His pronouncement sent the men, including O’Malley, into a gale of laughter. Neil muttered dire warnings under his breath.
Cordelia leaned forward in the saddle. “Good thing then, Mr. MacBride, you’ll see the last of me when we reach town.”
“Where you’ll no doubt be putting another poor sod’s life in danger.”
She gritted her teeth. “It’s my job to report on the progress of the rail, Mr. MacBride. ‘Little as a wren needs, it must gather it.’ ”
He slowed his horse, coming alongside Cordelia. “What did you say?”
“You aren’t the only one who can quote Irish proverbs, Mr. MacBride. My grandmother, I’ll have you know, was born and bred in County Kerry.”
She’d surprised him.
He chewed the inside of his cheek. “It’s nothing personal, but neither the railroad or the folks who build it are the type a lady like you needs to associate with.”
“I can take care of myself.”
He scowled. Transforming that handsome face of his into something less so. Maybe his face didn’t do smiling around her. “Stubborn, hardheaded…”

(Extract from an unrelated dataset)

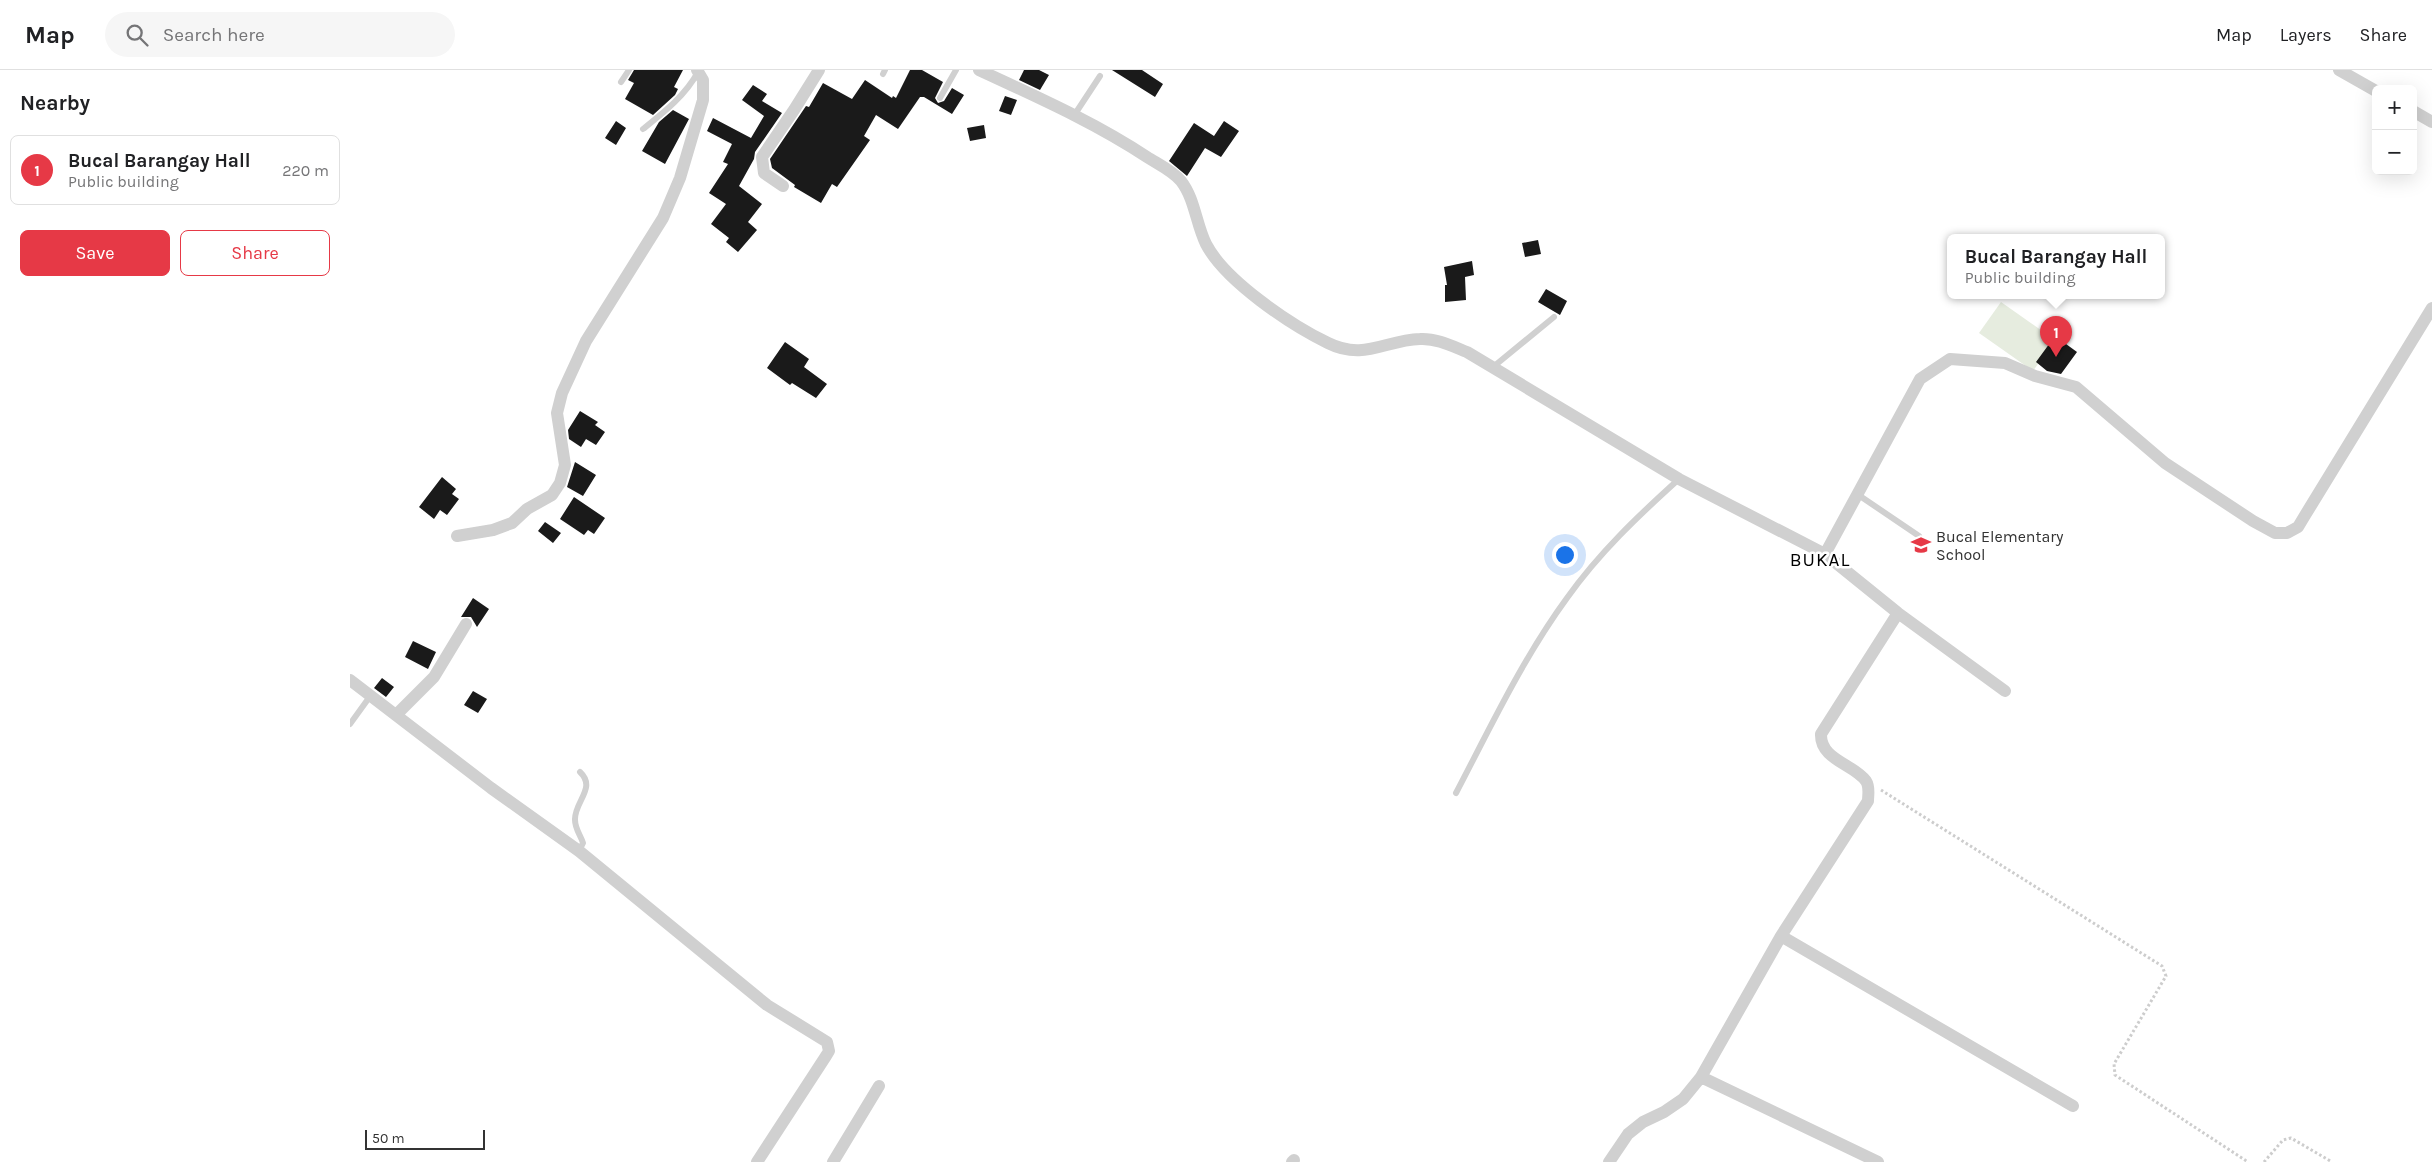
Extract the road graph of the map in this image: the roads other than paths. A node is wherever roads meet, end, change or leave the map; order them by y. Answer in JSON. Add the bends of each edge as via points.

She fluttered her lashes. “Or maybe I just remind you of yourself.”
Cordelia straightened her shoulders, letting her hands rest on the reins. “I won’t get in your way. In fact, I’ll never darken your path again.”
“I’ll believe that when I see it.” His mouth flattened. “We’ve got a schedule to meet.”
She raised her shoulders and let them drop. “Why are you so convinced I’ll be disruptive to the deadline?”
“Do you not have eyes in yer head, woman, when you gaze into the mirror?”
“What do you mean?”
He glared at her. “I mean any man in his right mind would rather look at you, ’Delia Cochrane, than work.”
Heat ballooned from beneath the collar of her shirtwaist. “Oh.”
And she fought the urge to shiver at the way Neil MacBride said her name. The prolonged syllables of ‘ ’Delia’ plucked across her nerve endings like a bow against the strings of a fiddle.
She swallowed. Or, like a caress across her skin.
Chapter Three
If you do not sow in the spring, you will not reap in the autumn.
IRISH PROVERB
Union Pacific Headquarters
Wyoming Territory
I thought you liked me, General.”
Grenville Dodge rolled his tongue in his cheek. “I do like you, Neil. Owe my life to you. Gave you a job—”
“And I’ve worked hard to prove worthy of your trust in me.” Neil clutched his battered army headgear between his hands. “There’s no rules at the end of rails, sir. Drunks and murderers. Shootings every day. It’s too dangerous for a woman.”
“You’re the only man among this band of ruffians I dare trust with so delicate an assignment.”
Neil kneaded the cap. “I’ll take a demotion. Blast rock. Dangle from a precipice. Work the line. Anything, sir, but play nursemaid.”
The general steepled his hands on the desk. “Miss Cochrane is here at the express wish of a very powerful New York City editor. A man whose newspaper and favor our boss, Thomas Durant, is keen to court.”
“But—”
The general snorted. “I’m not asking you to court her, MacBride.”
Neil clamped his teeth. Of course not. How ridiculous—an Irishman courting an eastern debutante.
Another thing he’d learned early on—though he’d been an American longer than he ever lived in Ireland—once an Irishman, always an Irishman.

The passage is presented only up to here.